Work request:
Below are records; count the lines that contain "turn" and state only that count.

++++++++++

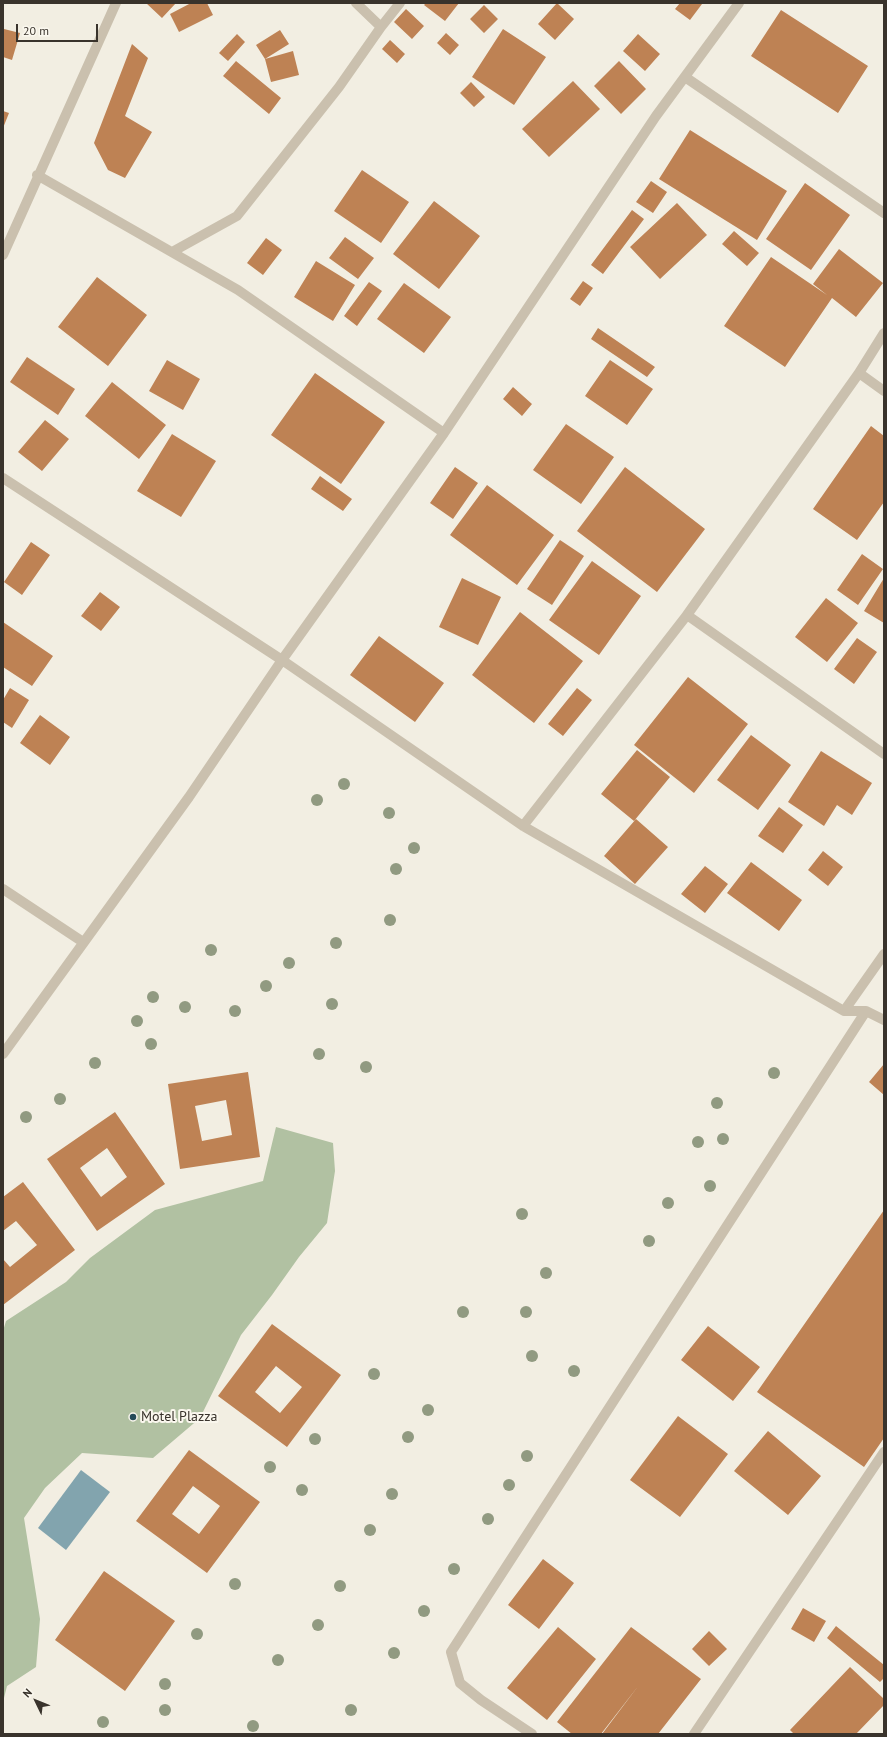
<!DOCTYPE html>
<html>
<head>
<meta charset="utf-8">
<style>
  body { margin:0 }
  #map { position:relative; width:887px; height:1737px; overflow:hidden; background:#f2eee2; font-family:"PT Sans",sans-serif }
  canvas { display:block }
  .frame { position:absolute; inset:0; border:4px solid #39332c; pointer-events:none }
  .north { position:absolute; left:16px; top:1681px; width:40px; height:40px; -webkit-text-stroke:3px #faf7ee; paint-order:stroke; rotate:313deg; font-size:11px; font-weight:700; line-height:16px; text-align:center; color:#39332c }
  .north::after { content:''; display:block; margin:auto; width:14px; height:18px; background:#39332c; clip-path:polygon(50% 0,100% 100%,50% 72%,0 100%) }
  .scale { position:absolute; left:16px; top:24px; width:82px; height:18px; box-sizing:border-box; border:2px solid #39332c; border-top:0; padding-left:5px; font-size:12px; line-height:14px; white-space:nowrap; color:#39332c; -webkit-text-stroke:3px #faf7ee; paint-order:stroke }
</style>
</head>
<body>
<div id="map">
<canvas width="887" height="1737"></canvas>
<div class="frame"></div>
<div class="north">N</div>
<div class="scale">20 m</div>
</div>
<script>
const ctx = document.querySelector('canvas').getContext('2d');
ctx.lineJoin = 'round';
function paint(path, color) { ctx.fillStyle = color; ctx.fill(path, 'evenodd'); }
const shape = rows => new Path2D(rows.map(r => 'M' + r).join(''));
function strokePath(path, color, width, dash) { ctx.strokeStyle = color; ctx.lineWidth = width; ctx.lineCap = dash ? 'butt' : 'round'; ctx.setLineDash(dash || []); ctx.stroke(path); }
function drawText(font, color, halo, rows, align = 'center') {
  ctx.font = font + ' "PT Sans",sans-serif'; ctx.lineWidth = 4; ctx.setLineDash([]); ctx.textBaseline = 'middle'; ctx.strokeStyle = halo; ctx.fillStyle = color; for (const [text, x, y, turn = 0] of rows) {
    ctx.save(); ctx.translate(x, y); ctx.rotate((+turn || 0) * Math.PI / 180); ctx.textAlign = isNaN(turn) ? turn : align; if (halo) ctx.strokeText(text, 0, 0); ctx.fillText(text, 0, 0); ctx.restore();
  }
}
const green = shape([
  [276,1127,333,1143,335,1171,327,1223,299,1257,272,1295,241,1335,200,1418,153,1458,82,1453,45,1488,24,1518,40,1619,36,1667,7,1686,3,1702,3,1331,6,1321,66,1282,90,1258,155,1210,263,1181]
]);
const water = shape([
  [81,1470,110,1492,66,1550,38,1528]
]);
const building = shape([
  [146,3,176,3,162,18],
  [191,3,207,3,213,15,179,32,170,14],
  [426,3,459,3,445,21,424,5],
  [557,3,574,19,555,40,538,24],
  [680,3,701,3,702,4,690,20,675,9],
  [484,5,498,19,484,33,470,19],
  [406,9,424,26,412,39,394,22],
  [781,10,868,66,838,113,751,56],
  [4,29,20,33,12,60,3,57],
  [503,29,546,57,514,105,472,77],
  [280,30,289,44,265,59,293,51,299,75,271,82,265,59,256,45],
  [446,33,459,45,450,55,437,43],
  [237,34,245,42,228,61,219,53],
  [638,34,660,54,645,71,623,51],
  [390,40,405,54,397,63,382,49],
  [132,44,148,58,125,116,152,132,125,178,108,170,94,143],
  [236,61,281,98,269,114,223,76],
  [619,61,646,89,621,114,594,86],
  [573,81,600,109,549,157,522,129],
  [471,82,485,97,474,107,460,93],
  [3,111,9,113,3,128],
  [690,130,787,191,757,240,659,179],
  [362,170,409,202,381,243,334,211],
  [651,181,667,192,653,213,636,202],
  [805,183,850,215,811,270,766,239],
  [434,201,480,236,439,289,393,254],
  [677,203,707,235,660,279,630,247],
  [632,210,644,219,603,274,591,265],
  [734,231,759,253,747,266,722,244],
  [345,237,374,258,358,279,329,258],
  [266,238,282,250,263,275,247,263],
  [839,249,883,283,856,317,832,298,785,367,724,326,771,257,827,295,813,284],
  [316,261,355,285,333,321,294,297],
  [97,277,147,315,108,366,58,327],
  [583,281,593,288,580,306,570,299],
  [369,282,382,291,357,326,344,316],
  [404,283,451,317,424,353,377,319],
  [598,328,655,367,647,377,591,339],
  [27,357,75,389,58,415,10,382],
  [167,360,200,379,183,410,149,391],
  [610,360,653,389,627,425,585,396],
  [315,373,385,422,341,484,271,435],
  [112,382,166,425,139,459,85,416],
  [513,387,532,404,522,416,503,399],
  [45,420,69,439,42,471,18,452],
  [566,424,614,457,581,504,533,470],
  [871,426,884,436,884,502,857,540,813,509],
  [172,434,216,461,181,517,137,491],
  [455,467,478,483,453,519,430,503],
  [625,467,705,529,657,592,577,531],
  [320,476,352,499,343,511,311,489],
  [487,485,554,535,517,585,450,535],
  [560,540,584,556,552,605,527,589],
  [31,542,50,555,22,595,4,582],
  [862,554,883,569,858,605,837,590],
  [592,561,641,596,599,655,549,620],
  [462,578,501,597,478,645,439,627],
  [884,578,884,623,864,611],
  [100,592,120,607,101,631,81,616],
  [826,598,858,623,827,662,795,637],
  [520,612,583,661,534,723,472,675],
  [3,622,53,656,32,686,3,667],
  [379,636,444,683,415,722,350,675],
  [857,638,877,652,854,684,834,669],
  [688,677,748,724,694,793,634,745],
  [10,688,29,700,12,728,3,722,3,700],
  [577,688,592,700,563,736,548,724],
  [40,715,70,737,50,765,20,743],
  [751,735,791,765,758,810,717,780],
  [637,750,670,777,634,821,601,794],
  [821,751,872,783,852,815,837,805,824,826,788,802],
  [779,807,803,825,783,853,758,836],
  [636,819,668,847,635,884,604,856],
  [823,851,843,867,828,886,808,870],
  [751,862,802,900,779,931,727,893],
  [705,866,728,884,705,913,681,894],
  [884,1064,884,1095,869,1082],
  [248,1072,260,1157,180,1169,168,1084],
  [226,1100,232,1135,202,1141,195,1106],
  [115,1112,165,1184,97,1231,47,1159],
  [107,1148,127,1177,101,1197,80,1168],
  [23,1182,75,1250,3,1305,3,1259,10,1267,37,1245,16,1221,3,1231,3,1197],
  [884,1210,884,1438,864,1467,757,1392],
  [272,1324,341,1375,287,1447,218,1396],
  [276,1366,302,1387,280,1413,255,1392],
  [708,1326,760,1367,733,1401,681,1360],
  [678,1416,728,1454,680,1517,630,1480],
  [768,1431,821,1476,788,1515,734,1471],
  [189,1450,260,1502,207,1573,136,1521],
  [193,1486,220,1506,199,1534,172,1514],
  [543,1559,574,1583,539,1629,508,1605],
  [104,1571,175,1621,125,1691,55,1640],
  [803,1608,826,1621,814,1642,791,1629],
  [836,1626,884,1665,884,1678,880,1682,827,1638],
  [558,1627,596,1659,547,1720,507,1688],
  [631,1627,701,1679,658,1734,602,1734,639,1685,601,1734,572,1734,557,1722],
  [709,1631,727,1649,709,1666,692,1649],
  [850,1667,884,1699,884,1705,856,1734,794,1734,790,1730]
]);
const minor = shape([
  [356,3,381,27],
  [685,77,884,213],
  [37,175,238,290,444,433],
  [172,252,237,216,339,87,381,27,400,3],
  [3,255,116,3],
  [859,373,884,391],
  [3,478,282,660,523,826,844,1011,866,1011,884,1020],
  [687,615,884,754],
  [523,826,687,615,859,373,884,333],
  [3,889,83,942],
  [844,1011,884,954],
  [3,1054,189,797,282,660,444,433,656,116,739,3],
  [532,1734,481,1700,460,1683,451,1652,866,1011],
  [694,1734,884,1452]
]);
const trees = [
  [344,784],
  [317,800],
  [389,813],
  [414,848],
  [396,869],
  [390,920],
  [336,943],
  [211,950],
  [289,963],
  [266,986],
  [153,997],
  [332,1004],
  [185,1007],
  [235,1011],
  [137,1021],
  [151,1044],
  [319,1054],
  [95,1063],
  [366,1067],
  [774,1073],
  [60,1099],
  [717,1103],
  [26,1117],
  [723,1139],
  [698,1142],
  [710,1186],
  [668,1203],
  [522,1214],
  [649,1241],
  [546,1273],
  [463,1312],
  [526,1312],
  [532,1356],
  [574,1371],
  [374,1374],
  [428,1410],
  [408,1437],
  [315,1439],
  [527,1456],
  [270,1467],
  [509,1485],
  [302,1490],
  [392,1494],
  [488,1519],
  [370,1530],
  [454,1569],
  [235,1584],
  [340,1586],
  [424,1611],
  [318,1625],
  [197,1634],
  [394,1653],
  [278,1660],
  [165,1684],
  [165,1710],
  [351,1710],
  [103,1722],
  [253,1726]
];
const markers = [
  [133,1417,4,"#244b59"]
];
const poiNames = [
  ["Motel Plazza",141,1417]
];
paint(green, '#b1c1a2');
paint(water, '#82a4ae');
paint(building, '#be8254');
strokePath(minor, '#cac0ae', 10);
ctx.fillStyle = '#919a81';
for (const [x, y] of trees) { ctx.beginPath(); ctx.arc(x, y, 6, 0, 2 * Math.PI); ctx.fill(); }
for (const [x, y, r, color] of markers) { const dot = new Path2D(); dot.arc(x, y, r, 0, 2 * Math.PI); ctx.fillStyle = color; ctx.fill(dot); strokePath(dot, '#faf7ee', 1.5); }
drawText('14px', '#39332c', '#faf7ee', poiNames, 'left');
</script>
</body>
</html>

++++++++++

Problem solution:
2